Indexes and Fragmentation in SQL Server 2000 Part 1

  • Comments posted here are about the content posted at temp

  • Joe,

    Thank you for the excellant article.

    When I wrote a year ago my article about fragmentation, this is exactly what I had in mind - but since I am not an SQL expert, I could not do it myself.

    Please read my article at

    and look at where I present the fragmentation measurement model. This model is working for more than 100,000 users, and proves to be accurate. If you want to join forces and give the audience of this forum a solution - I am ready.

    Koby Biller

  • Thanks for the article cant wait for the next instalment. One thing that has confused me over the years is how sql stores and organises text data. You do not include this type of data field in your table,is their a reason for this? if you can just explain about text data as i find you explinations so far very easy to understand.

  • Hi Joe

    I really enjoyed this article.  I am not a SQL expert in any way, and found the step by easy step approach excellent.  I really feel I have learned something and time spent here was very worthwhile.  I look forward to the next article - particularly with a view towards indexes.

    Many thanks for the time you spent on this.


  • Very nice - I have learned a lot, cannot wait till the next article.

    -- Cory

  • Good article, To the point. Cleared the basics! Keep up the good work.

  • How this relates to the real world is this...

    1) No clustered Index = A Heap

    2) Add some Non-clustered indexes to a table and you still have a heap

    3) Add more data with the non-clustered indexes and your heaped table will GROW by leaps and bounds !!

    4) You want to make the table smaller BUT  a heap cannot be defragged! (nothing works, DBCC indexdefrag etc..)

    5) You MUST create a clustered index to force defragmentation

    Moral - NEVER create non-clustered indexes without creating a clustered index first!

    I have come across this knowledge through evaluation of a legacy database which is massive for apparently no reason.  I could not shrink its size no matter what I did.  Only after much reading did I come across the "Heap Gem" of knowledge and was able to cut the DB down to 40% of its original size by adding, yes adding, clustered indexes to the top 30 largest tables.  There were hundreds of tables, dunno what would have happened by adding a CI to all appropriate tables.

    - B

  • Hi Billy

    Great additional help to Joe's article.

    Thanks for this.


  • Great article Joe.  Thanks a bunch.  Your take on extent switching was new to me.  I'm in hopes that the rest of your series will help clear up a mystery for us.
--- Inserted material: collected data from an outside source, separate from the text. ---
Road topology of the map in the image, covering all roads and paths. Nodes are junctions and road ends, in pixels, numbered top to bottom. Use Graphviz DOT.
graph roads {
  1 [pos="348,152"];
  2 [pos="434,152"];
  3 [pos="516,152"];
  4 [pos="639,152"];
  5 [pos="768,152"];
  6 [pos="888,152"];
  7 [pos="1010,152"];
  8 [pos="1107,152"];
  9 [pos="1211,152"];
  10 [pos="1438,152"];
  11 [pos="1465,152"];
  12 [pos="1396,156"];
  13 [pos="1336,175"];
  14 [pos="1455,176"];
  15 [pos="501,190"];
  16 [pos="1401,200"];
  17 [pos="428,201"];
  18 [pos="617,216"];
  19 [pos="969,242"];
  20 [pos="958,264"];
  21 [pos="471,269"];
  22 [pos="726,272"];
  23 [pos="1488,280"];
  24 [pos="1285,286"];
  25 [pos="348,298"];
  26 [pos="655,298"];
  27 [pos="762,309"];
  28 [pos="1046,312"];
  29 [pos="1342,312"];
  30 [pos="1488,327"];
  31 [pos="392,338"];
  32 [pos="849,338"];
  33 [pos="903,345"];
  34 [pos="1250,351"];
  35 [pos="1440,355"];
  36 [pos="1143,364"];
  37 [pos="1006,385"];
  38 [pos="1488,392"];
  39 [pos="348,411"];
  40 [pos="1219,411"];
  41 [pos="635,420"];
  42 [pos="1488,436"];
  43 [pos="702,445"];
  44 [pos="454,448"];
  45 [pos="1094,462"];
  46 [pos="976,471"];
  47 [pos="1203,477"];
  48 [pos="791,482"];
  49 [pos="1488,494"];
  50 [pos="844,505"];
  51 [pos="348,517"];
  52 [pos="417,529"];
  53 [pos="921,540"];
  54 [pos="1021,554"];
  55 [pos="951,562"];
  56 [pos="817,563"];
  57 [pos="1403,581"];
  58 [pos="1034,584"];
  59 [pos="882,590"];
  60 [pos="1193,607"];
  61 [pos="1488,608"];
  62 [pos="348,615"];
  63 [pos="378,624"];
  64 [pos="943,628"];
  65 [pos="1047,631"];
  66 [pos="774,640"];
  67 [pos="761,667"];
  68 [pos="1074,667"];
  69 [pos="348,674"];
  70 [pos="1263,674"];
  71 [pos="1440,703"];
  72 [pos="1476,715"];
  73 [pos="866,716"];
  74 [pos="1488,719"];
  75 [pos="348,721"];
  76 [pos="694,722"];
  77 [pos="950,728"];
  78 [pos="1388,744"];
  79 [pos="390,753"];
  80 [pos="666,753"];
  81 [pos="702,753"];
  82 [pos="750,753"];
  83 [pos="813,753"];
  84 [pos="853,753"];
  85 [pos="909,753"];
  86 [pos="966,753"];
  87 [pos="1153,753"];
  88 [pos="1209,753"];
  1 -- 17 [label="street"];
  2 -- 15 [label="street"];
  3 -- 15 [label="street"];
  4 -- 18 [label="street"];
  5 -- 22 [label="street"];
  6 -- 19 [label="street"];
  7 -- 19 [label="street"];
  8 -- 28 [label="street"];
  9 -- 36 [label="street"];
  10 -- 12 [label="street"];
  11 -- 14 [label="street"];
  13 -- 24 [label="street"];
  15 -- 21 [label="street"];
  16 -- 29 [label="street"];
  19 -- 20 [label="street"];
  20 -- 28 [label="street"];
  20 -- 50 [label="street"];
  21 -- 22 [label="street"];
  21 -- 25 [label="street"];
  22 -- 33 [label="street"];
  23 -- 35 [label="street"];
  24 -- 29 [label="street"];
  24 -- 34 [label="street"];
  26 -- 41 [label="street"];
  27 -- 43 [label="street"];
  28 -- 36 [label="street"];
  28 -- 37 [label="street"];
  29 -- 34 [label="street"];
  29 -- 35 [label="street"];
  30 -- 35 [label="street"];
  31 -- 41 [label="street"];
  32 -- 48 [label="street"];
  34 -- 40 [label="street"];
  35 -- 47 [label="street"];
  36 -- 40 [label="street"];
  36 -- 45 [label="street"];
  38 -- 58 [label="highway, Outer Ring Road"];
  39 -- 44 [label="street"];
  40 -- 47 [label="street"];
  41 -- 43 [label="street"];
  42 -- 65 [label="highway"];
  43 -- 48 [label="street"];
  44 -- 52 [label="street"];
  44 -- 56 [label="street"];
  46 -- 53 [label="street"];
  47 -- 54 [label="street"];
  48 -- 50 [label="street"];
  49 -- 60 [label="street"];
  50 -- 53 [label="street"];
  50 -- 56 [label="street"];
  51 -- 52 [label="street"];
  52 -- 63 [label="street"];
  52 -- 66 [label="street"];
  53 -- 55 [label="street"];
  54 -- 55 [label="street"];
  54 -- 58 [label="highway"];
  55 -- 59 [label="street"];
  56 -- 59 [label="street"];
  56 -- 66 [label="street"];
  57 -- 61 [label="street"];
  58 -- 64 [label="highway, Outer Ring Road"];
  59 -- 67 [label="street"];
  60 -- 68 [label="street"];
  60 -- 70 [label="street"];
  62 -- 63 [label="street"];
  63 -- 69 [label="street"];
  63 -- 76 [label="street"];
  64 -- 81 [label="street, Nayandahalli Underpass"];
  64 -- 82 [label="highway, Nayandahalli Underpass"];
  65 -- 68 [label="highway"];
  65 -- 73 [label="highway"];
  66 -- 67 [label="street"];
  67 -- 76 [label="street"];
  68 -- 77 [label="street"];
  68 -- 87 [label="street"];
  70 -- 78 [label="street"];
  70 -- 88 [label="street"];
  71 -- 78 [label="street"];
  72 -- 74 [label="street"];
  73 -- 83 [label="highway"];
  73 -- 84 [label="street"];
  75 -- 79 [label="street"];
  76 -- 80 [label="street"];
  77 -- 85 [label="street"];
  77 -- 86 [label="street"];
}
    Billy, I agree with you.  This goes into our mystery.  One table with less than 100 thousand rows had sporadic inserts take MINUTES to complete.  The majority of inserts take fractions of seconds.  All DBCC indications were clean. Re-index had been done and still it happened. A specific insert would hang.  If you drop the row and re-run that specific insert would take long.

    In frustration I advised the guy working the problem to drop all the indexes and recreate them.  Most are non-clustered and the clustered is PK on the identity column.  Dropping the clustered index took 20 minutes. Re-creating the indexes seems to have fixed the problem.

    What the ...?


    ATBCharles Kincaid

  • Mike,

    I'll make sure information on all data types is included within this series. Thanks for your input.

    Thanks to everyone who has contributed and shown an interest.


  • You're not totally correct concerning a HEAP, some rdbms allow the table and index structures to be defined ( not all B Tree's by default )  heaps do not always fragment. IF the table is not subject to updates which cause deferred updates and there are no deletes then your heap will not fragment, all new data arrives on the top of the heap - hence the term. Secondary indexes on a heap can be defragmented without issue. Technically if your heap is a fifo ( first in first out ) then even the deletes would not fragment the table structure. 

    I agree that it's best practice to have a clustered index, and in fact most tables I see are still heaps , but with a clustered index. Also agreed that the leaf or data fragmentation in a table cannot be removed without a clustered index, however not all heaps fragment.

    [font="Comic Sans MS"]The GrumpyOldDBA[/font]

  • Nice article.  Been doing lots of digging around with data pages/indexes/heaps of late as it's a hot topic where I work.  Looking forward to seeing the next article.

  • In the days before good databases were avaialable for PC's I was having to retrive data from random files in an ordered manner.  We used bianry files to store the data and then built an index for the ordering (MySQL anyone?).  We used a tree.  Not exactly a B-tree.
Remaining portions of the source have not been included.